The proponents are making the case that the taxes generated by teh stadium will cover the bonds and that there is no risk to the city. But if these were revenue Bonds, the risk of default is higher, because no other revenue stream would cover it. That means in order to attract investment the interest rate goes up, because the risk for default goes up. It is questionable that this would even qualify as a conservative investment and might be rated as junk, certainly not AAA by even the most crooked rating agency.
Naturally, Hansen wants General Obligation bonds, because the interest rate is lower that the deal is hedged on the fact that when shortfalls happen, the city can simply raise property taxes, utility rates, sales taxes, or cut more services to cover the debt. Otherwise a bond default would be a disaster for the city, in which case, Hansen (“AreanaCo”) makes off in Bankruptcy court.

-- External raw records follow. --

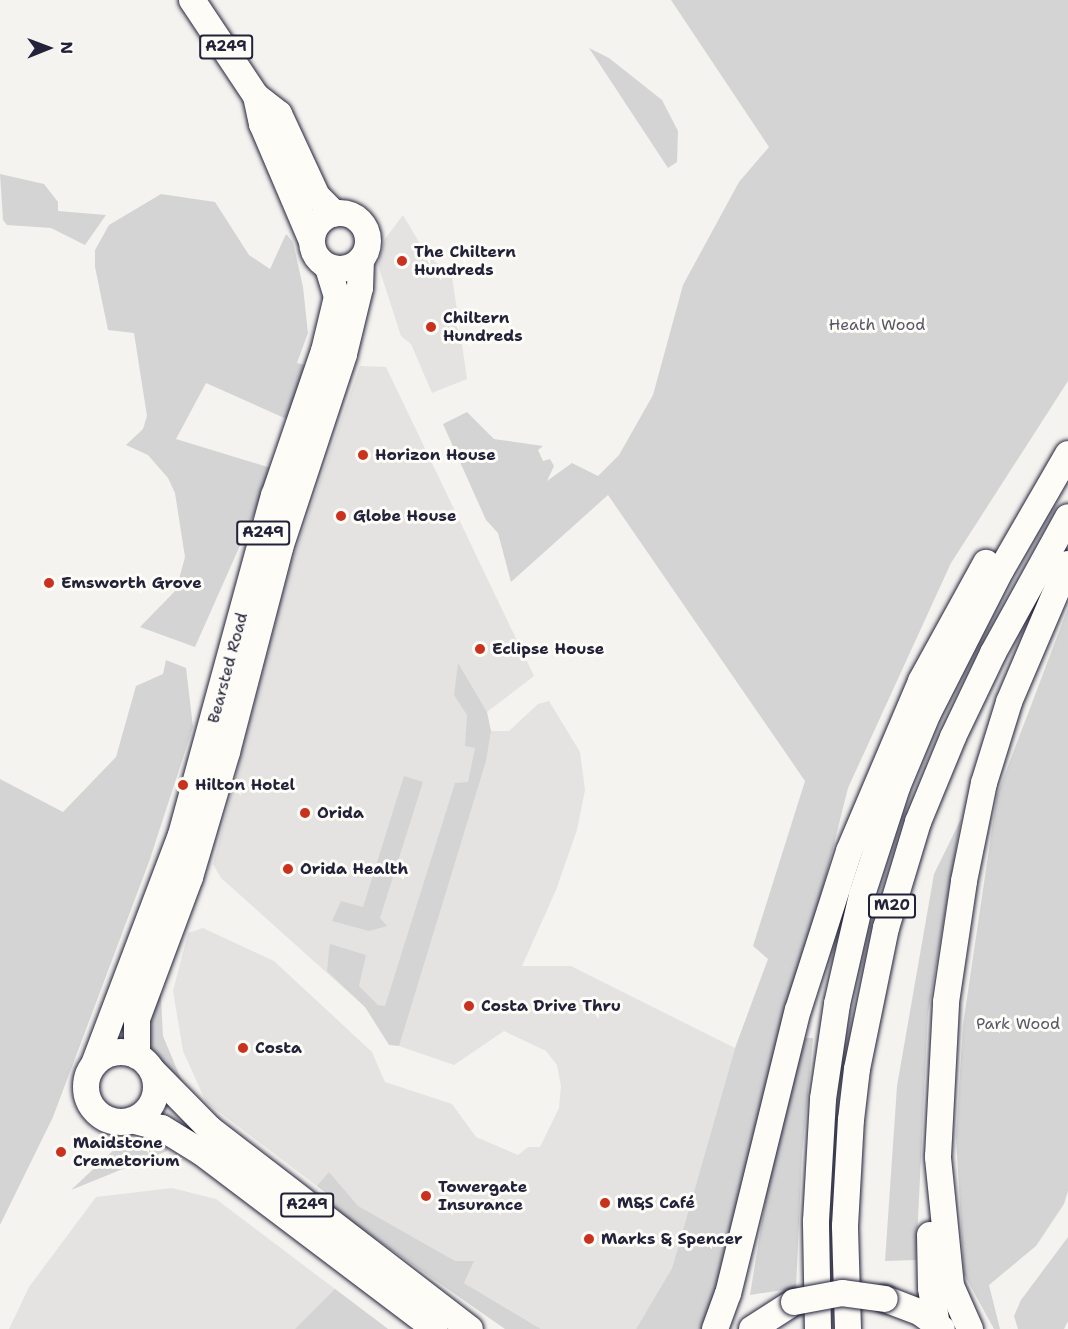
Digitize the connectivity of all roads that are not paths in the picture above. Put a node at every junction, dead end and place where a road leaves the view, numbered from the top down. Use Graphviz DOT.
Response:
graph roads {
  1 [pos="192,0"];
  2 [pos="256,96"];
  3 [pos="335,213"];
  4 [pos="312,241"];
  5 [pos="361,261"];
  6 [pos="328,267"];
  7 [pos="1068,454"];
  8 [pos="1068,518"];
  9 [pos="1027,522"];
  10 [pos="1068,564"];
  11 [pos="94,1064"];
  12 [pos="145,1064"];
  13 [pos="135,1121"];
  14 [pos="938,1157"];
  15 [pos="748,1216"];
  16 [pos="940,1326"];
  17 [pos="435,1329"];
  18 [pos="470,1329"];
  19 [pos="715,1329"];
  20 [pos="731,1329"];
  21 [pos="752,1329"];
  22 [pos="818,1329"];
  23 [pos="848,1329"];
  24 [pos="970,1329"];
  1 -- 2 [label="highway, A249"];
  2 -- 3 [label="highway, A249"];
  2 -- 4 [label="highway, A249"];
  3 -- 4 [label="highway"];
  3 -- 5 [label="highway"];
  4 -- 6 [label="highway"];
  5 -- 6 [label="highway"];
  5 -- 12 [label="highway, Bearsted Road / A249"];
  6 -- 11 [label="highway, Bearsted Road / A249"];
  7 -- 9 [label="highway, M20"];
  8 -- 23 [label="highway, M20"];
  9 -- 15 [label="highway, M20"];
  9 -- 22 [label="highway, M20"];
  10 -- 14 [label="highway"];
  11 -- 12 [label="highway"];
  11 -- 13 [label="highway"];
  12 -- 13 [label="highway"];
  12 -- 18 [label="highway, A249"];
  13 -- 17 [label="highway, A249"];
  14 -- 16 [label="highway"];
  14 -- 24 [label="highway"];
  15 -- 19 [label="highway, M20"];
  15 -- 20 [label="highway, M20"];
  16 -- 21 [label="highway, bridge"];
}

This deal is like McGinn using a credit card to buy a house.
No thanks.
tensor spews:
Adding to what others have already written, all of the stadium votes failed in Seattle — and the closer to downtown the voter lived, the more likely was a “No” vote. The legislature’s blatant pandering to the for-profit media — sports is a great product for them to sell — and big-money boys helped get Tim Eyeman into the Initiative-whoring business. Great job, folks. (And the taxes to pay for the Mariners’ stadium came from existing local businesses, so they didn’t have to wait for the re-allocation of discretionary spending which a sports palace will bring. The government will do that at the start.)
In short, a bad deal even if it works as stated.
It was bad enough that Highway 99, which apparently used to funnel a large amount of freight between Sodo and the Interbay-Ballard industrial area, will no longer be able to do so now that the Alaska Way Viaduct is gone.
The main reason for building the new tunnel is to enable that traffic to flow better, unimpeded by downtown traffic; that’s why the tunnel is a true bypass, without connections downtown.